Le premier tour de l’élection présidentielle ressemble fort à un tour de passe-passe. Pour ne pas dire à un hold-up. À en croire les réactions des mandarins de la politique et des maîtres censeurs télévisuels, les élections présidentielles françaises se joueraient en un seul tour. Et ce tour unique répondrait obligatoirement à un scénario écrit par avance : la mise en scène d’un duel entre Emmanuel Macron et Marine Le Pen conduisant forcément à la victoire du premier contre la seconde. Du camp du Bien contre le camp du Mal. L’élection du 23 avril 2017 n’a pas été une élection démocratique mais une élection construite. Son résultat est un résultat voulu.
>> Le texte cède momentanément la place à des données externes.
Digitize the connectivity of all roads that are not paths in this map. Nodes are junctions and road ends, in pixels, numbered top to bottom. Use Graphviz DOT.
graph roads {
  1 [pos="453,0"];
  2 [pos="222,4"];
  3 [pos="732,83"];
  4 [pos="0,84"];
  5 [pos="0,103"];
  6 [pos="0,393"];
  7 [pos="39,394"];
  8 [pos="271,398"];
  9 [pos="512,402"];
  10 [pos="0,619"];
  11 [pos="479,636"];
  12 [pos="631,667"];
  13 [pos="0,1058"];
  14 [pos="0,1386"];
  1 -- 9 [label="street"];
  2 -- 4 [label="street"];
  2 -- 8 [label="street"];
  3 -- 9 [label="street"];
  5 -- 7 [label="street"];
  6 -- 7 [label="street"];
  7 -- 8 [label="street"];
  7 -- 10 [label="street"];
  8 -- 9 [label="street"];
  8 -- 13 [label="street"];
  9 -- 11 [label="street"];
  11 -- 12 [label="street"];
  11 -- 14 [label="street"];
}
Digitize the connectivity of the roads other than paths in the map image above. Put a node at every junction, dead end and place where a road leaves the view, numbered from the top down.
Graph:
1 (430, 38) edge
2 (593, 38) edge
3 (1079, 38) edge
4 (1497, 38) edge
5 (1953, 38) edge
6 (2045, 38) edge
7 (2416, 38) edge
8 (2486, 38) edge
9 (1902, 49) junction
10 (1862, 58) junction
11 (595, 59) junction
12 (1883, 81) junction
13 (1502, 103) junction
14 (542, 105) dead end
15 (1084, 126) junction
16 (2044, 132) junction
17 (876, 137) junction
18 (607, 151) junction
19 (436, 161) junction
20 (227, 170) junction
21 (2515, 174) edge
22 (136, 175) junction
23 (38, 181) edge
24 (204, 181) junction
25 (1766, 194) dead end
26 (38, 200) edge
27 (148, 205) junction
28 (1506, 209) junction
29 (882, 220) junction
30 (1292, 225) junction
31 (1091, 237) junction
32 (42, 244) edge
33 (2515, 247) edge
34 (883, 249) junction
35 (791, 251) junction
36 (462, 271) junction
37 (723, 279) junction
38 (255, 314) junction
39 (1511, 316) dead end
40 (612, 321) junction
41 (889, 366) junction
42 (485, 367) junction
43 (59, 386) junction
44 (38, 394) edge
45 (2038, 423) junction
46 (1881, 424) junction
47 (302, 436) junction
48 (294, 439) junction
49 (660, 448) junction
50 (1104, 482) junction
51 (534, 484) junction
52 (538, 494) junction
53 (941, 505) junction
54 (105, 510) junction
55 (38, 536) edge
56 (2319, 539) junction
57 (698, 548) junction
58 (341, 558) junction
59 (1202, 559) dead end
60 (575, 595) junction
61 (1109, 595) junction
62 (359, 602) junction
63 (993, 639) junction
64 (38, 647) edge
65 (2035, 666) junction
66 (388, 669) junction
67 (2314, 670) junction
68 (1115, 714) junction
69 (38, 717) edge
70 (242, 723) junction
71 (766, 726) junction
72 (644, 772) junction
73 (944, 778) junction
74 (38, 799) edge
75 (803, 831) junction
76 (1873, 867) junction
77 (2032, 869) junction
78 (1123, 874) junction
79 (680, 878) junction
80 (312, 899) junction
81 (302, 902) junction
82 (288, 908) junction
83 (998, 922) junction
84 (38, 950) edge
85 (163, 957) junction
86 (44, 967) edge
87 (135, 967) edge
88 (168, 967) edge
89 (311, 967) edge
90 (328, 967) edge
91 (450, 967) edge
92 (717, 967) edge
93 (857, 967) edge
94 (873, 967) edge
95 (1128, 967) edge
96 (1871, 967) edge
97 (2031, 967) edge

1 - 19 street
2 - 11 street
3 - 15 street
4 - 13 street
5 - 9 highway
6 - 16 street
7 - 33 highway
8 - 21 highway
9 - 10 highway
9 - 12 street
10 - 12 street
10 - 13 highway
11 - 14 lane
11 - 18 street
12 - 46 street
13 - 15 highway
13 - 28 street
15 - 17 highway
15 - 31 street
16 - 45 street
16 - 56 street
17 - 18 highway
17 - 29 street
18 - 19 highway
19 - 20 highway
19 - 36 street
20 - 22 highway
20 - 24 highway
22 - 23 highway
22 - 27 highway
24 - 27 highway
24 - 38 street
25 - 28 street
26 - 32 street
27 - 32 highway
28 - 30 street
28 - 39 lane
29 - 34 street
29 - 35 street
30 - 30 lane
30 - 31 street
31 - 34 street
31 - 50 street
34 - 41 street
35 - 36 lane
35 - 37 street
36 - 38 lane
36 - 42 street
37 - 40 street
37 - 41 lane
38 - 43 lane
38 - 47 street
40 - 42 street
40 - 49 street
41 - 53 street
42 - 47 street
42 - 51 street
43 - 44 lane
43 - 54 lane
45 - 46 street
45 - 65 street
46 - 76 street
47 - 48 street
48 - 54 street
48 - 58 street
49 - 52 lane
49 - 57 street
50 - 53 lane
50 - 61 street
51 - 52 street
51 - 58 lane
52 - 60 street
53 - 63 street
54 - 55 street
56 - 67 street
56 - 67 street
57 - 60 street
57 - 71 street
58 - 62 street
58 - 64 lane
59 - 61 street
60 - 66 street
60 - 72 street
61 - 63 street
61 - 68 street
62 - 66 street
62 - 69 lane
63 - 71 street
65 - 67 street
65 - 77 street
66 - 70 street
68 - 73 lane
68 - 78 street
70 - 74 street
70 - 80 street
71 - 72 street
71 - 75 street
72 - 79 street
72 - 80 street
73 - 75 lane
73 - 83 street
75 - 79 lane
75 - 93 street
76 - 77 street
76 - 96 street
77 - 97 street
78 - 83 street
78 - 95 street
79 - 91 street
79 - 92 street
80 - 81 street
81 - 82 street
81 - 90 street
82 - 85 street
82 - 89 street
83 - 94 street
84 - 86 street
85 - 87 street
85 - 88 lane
Macron est l’outil libéral-libertaire pour maintenir la situation politique actuelle et développer un programme économique de sueur et de sang pour nous, les sans-dents. Nous, le peuple. Et si ce scénario était erroné ?

La démocratie confisquée

L’homme politique Emmanuel Macron existe-t-il ? À l’évidence, non. Macron sort tout juste de la musette de Garcimore. Macron ? L’homme des mots creux. La star des cabinets de communicants. Que la classe politique, économique et médiatique se rallie à cette figure creuse ne surprend pas. Macron est l’homme de la synthèse des « élites mondialisées », expression forgée autrefois et à juste titre par Zygmunt Bauman.

>> A lire aussi : l’entretien d’Emmanuel Macron avec Causeur

Il ne fait plus aucun doute qu’une oligarchie de privilégiés occupe le pouvoir. Et qu’elle n’a pas l’intention de jouer le jeu de la démocratie. Pas au point de perdre ses privilèges. Ce n’est pas une révélation. Plutôt une confirmation : le référendum de 2005 avait déjà montré combien la démocratie est confisquée en France. Faire le total des voix de tous les candidats opposés au libéral-libertarisme suffit à s’en apercevoir. Pourtant, maîtres censeurs, mandarins et prophètes des sondages l’annoncent : leur candidat  sera président de la République le 7 mai. Qui représentera-t-il ? Vendu aux électeurs comme l’homme d’un renouveau de la politique, Macron n’est que la continuation de la même politique politicienne par d’autres moyens. Tout l’ancien monde est « macroniste ». Sa majorité législative, si majorité il y a, sera composée de députés issus de la même classe politique. Avec le soutien des maîtres censeurs du journalisme officiel.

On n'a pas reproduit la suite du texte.